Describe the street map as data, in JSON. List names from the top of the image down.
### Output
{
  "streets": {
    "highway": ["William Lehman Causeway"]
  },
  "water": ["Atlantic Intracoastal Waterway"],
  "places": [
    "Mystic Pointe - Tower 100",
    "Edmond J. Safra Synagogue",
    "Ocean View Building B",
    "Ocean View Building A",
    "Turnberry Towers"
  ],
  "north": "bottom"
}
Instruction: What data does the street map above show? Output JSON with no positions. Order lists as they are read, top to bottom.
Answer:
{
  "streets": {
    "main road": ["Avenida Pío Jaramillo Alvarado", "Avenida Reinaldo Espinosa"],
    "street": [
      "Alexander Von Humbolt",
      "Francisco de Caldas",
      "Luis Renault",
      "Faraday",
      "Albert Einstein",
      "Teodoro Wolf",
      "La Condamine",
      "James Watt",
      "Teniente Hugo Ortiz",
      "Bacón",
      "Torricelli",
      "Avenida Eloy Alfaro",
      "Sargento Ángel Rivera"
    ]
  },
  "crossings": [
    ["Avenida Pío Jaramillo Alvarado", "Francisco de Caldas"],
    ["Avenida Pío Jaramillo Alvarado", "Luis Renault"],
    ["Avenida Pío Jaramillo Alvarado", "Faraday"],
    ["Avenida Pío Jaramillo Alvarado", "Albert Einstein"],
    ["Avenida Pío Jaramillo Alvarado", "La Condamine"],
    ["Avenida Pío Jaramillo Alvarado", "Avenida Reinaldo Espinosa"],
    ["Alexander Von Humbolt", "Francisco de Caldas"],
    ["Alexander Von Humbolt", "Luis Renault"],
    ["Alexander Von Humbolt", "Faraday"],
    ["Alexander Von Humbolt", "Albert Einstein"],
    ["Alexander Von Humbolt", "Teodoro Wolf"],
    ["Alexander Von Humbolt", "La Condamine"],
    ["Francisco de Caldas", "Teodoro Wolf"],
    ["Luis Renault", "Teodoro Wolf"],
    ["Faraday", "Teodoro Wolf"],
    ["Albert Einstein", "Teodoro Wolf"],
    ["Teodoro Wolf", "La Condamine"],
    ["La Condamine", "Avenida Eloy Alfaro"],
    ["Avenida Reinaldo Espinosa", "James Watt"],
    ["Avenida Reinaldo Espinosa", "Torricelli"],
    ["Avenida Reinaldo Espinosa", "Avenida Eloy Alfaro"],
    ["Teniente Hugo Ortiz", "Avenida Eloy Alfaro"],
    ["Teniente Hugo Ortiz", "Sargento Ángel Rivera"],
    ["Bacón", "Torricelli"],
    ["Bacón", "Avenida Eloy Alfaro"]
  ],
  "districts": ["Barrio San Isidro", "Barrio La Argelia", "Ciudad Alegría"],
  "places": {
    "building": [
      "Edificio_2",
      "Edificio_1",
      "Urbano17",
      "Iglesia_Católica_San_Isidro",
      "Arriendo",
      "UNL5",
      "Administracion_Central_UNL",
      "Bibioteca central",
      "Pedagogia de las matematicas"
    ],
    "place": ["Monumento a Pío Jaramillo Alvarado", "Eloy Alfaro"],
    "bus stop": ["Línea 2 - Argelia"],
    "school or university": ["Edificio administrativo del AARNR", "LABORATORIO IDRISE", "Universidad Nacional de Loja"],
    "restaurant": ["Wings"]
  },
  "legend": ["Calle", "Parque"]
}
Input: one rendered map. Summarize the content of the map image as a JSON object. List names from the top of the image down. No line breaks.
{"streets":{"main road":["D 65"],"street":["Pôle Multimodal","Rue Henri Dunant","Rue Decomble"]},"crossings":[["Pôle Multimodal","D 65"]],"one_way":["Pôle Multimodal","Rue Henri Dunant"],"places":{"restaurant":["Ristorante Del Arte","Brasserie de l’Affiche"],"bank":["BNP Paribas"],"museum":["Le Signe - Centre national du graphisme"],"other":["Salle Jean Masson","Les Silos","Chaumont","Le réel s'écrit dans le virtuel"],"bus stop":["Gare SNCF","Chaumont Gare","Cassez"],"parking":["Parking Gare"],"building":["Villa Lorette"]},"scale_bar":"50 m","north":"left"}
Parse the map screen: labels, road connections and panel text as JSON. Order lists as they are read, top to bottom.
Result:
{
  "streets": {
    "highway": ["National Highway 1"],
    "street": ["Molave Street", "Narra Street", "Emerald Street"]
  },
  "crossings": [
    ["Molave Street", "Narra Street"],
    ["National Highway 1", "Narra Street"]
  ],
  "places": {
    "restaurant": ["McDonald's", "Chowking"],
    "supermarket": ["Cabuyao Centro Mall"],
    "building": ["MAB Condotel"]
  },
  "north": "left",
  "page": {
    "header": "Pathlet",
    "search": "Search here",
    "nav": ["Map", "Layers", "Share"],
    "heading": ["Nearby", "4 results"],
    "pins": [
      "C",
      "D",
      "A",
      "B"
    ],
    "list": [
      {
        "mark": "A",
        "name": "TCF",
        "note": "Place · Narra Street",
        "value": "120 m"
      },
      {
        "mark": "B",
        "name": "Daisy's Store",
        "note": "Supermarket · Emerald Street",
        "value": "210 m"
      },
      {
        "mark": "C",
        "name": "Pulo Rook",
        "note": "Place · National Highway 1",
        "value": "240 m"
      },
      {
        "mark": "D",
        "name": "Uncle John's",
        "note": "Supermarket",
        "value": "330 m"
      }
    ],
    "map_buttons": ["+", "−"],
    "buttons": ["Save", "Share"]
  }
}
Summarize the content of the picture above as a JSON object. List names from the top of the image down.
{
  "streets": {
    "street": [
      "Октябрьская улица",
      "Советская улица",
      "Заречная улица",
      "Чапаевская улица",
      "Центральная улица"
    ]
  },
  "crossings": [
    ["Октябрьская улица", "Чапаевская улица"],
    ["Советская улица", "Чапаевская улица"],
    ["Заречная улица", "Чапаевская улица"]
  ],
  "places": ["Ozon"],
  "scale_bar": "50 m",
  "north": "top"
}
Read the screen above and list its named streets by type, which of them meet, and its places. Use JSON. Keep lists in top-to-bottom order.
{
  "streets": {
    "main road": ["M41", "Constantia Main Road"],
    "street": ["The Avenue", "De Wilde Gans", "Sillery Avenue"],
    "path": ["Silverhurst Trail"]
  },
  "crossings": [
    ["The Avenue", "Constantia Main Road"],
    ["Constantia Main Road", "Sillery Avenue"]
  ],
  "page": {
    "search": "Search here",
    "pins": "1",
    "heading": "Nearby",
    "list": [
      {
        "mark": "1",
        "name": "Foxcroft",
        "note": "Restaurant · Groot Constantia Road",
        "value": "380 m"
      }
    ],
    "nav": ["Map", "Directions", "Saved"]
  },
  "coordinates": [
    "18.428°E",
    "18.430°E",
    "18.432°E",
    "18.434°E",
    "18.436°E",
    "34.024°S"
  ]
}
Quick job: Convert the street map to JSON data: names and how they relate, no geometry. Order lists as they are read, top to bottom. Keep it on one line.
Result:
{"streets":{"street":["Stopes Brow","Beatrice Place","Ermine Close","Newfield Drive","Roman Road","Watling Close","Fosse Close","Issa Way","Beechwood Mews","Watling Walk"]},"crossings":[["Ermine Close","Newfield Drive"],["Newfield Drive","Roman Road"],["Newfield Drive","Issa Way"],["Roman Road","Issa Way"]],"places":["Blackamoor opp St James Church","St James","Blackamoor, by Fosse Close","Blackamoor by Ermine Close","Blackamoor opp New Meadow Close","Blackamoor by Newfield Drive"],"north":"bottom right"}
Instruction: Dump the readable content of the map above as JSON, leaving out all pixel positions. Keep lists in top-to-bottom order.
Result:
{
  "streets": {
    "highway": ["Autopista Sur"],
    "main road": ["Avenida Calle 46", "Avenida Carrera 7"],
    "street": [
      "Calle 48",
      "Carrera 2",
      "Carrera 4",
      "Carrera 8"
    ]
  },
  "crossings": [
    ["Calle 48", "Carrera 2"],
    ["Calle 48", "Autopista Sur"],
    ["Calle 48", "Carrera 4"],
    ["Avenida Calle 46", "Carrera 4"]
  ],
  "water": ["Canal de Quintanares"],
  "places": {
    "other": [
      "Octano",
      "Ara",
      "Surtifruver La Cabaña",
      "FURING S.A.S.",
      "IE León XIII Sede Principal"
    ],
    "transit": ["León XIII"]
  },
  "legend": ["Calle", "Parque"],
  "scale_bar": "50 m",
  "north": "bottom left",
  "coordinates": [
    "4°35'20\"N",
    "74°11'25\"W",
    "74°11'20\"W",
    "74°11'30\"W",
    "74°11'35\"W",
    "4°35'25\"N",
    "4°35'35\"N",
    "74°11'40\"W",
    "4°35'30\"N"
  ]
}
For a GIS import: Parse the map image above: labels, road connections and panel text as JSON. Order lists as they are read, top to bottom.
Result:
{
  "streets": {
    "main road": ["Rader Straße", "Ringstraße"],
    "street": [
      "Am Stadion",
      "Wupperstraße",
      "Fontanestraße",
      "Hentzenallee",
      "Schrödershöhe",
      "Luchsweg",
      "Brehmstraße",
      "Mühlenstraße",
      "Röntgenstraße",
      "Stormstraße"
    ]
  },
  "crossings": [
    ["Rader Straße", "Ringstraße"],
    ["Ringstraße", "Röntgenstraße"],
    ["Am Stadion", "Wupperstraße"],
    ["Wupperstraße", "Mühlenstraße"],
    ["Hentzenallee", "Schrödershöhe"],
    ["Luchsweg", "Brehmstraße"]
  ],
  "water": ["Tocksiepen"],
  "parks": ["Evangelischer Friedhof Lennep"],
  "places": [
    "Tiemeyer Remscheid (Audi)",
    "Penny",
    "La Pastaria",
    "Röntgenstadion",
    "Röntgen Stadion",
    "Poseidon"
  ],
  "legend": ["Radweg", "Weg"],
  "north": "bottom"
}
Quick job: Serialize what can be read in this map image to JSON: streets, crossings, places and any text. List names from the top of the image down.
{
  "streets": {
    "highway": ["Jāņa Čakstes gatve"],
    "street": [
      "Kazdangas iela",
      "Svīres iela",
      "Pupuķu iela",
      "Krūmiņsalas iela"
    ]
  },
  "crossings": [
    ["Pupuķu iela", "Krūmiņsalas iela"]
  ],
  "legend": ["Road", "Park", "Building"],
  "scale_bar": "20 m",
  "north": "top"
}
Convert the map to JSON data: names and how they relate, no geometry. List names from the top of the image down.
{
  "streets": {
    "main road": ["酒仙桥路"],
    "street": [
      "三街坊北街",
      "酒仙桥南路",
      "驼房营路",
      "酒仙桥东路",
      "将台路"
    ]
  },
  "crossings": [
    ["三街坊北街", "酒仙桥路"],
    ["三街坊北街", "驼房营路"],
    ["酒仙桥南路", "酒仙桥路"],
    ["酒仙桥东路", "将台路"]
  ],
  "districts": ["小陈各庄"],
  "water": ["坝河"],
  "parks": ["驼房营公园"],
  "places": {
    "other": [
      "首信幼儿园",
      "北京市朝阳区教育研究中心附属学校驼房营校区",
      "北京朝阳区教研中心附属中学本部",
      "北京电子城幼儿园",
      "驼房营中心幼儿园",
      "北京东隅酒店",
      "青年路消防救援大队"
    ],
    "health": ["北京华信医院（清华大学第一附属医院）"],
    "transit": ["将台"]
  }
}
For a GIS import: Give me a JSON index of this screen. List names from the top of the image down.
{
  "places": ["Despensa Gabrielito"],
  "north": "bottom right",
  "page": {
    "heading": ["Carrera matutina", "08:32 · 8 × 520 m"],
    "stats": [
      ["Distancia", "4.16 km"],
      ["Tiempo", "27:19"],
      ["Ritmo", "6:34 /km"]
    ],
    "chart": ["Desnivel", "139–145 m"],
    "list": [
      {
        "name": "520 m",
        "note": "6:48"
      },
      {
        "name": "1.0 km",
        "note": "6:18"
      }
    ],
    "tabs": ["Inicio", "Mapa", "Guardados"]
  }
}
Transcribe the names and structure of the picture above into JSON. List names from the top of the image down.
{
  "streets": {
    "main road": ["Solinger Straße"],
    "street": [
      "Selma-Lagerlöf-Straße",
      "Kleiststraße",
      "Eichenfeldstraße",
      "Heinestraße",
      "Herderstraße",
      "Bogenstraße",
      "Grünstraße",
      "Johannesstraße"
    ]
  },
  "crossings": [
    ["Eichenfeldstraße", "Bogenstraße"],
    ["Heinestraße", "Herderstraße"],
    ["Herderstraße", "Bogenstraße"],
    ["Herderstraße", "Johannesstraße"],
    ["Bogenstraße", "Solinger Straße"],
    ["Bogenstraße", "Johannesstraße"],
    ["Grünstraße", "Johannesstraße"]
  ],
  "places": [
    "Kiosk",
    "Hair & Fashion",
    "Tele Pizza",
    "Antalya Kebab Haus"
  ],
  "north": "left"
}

----

Exercise:
Each line from the one containing "For a GIS import: Give" to the last line above must be returned exactly, and no line outside that range.

Your response:
For a GIS import: Give me a JSON index of this screen. List names from the top of the image down.
{
  "places": ["Despensa Gabrielito"],
  "north": "bottom right",
  "page": {
    "heading": ["Carrera matutina", "08:32 · 8 × 520 m"],
    "stats": [
      ["Distancia", "4.16 km"],
      ["Tiempo", "27:19"],
      ["Ritmo", "6:34 /km"]
    ],
    "chart": ["Desnivel", "139–145 m"],
    "list": [
      {
        "name": "520 m",
        "note": "6:48"
      },
      {
        "name": "1.0 km",
        "note": "6:18"
      }
    ],
    "tabs": ["Inicio", "Mapa", "Guardados"]
  }
}
Transcribe the names and structure of the picture above into JSON. List names from the top of the image down.
{
  "streets": {
    "main road": ["Solinger Straße"],
    "street": [
      "Selma-Lagerlöf-Straße",
      "Kleiststraße",
      "Eichenfeldstraße",
      "Heinestraße",
      "Herderstraße",
      "Bogenstraße",
      "Grünstraße",
      "Johannesstraße"
    ]
  },
  "crossings": [
    ["Eichenfeldstraße", "Bogenstraße"],
    ["Heinestraße", "Herderstraße"],
    ["Herderstraße", "Bogenstraße"],
    ["Herderstraße", "Johannesstraße"],
    ["Bogenstraße", "Solinger Straße"],
    ["Bogenstraße", "Johannesstraße"],
    ["Grünstraße", "Johannesstraße"]
  ],
  "places": [
    "Kiosk",
    "Hair & Fashion",
    "Tele Pizza",
    "Antalya Kebab Haus"
  ],
  "north": "left"
}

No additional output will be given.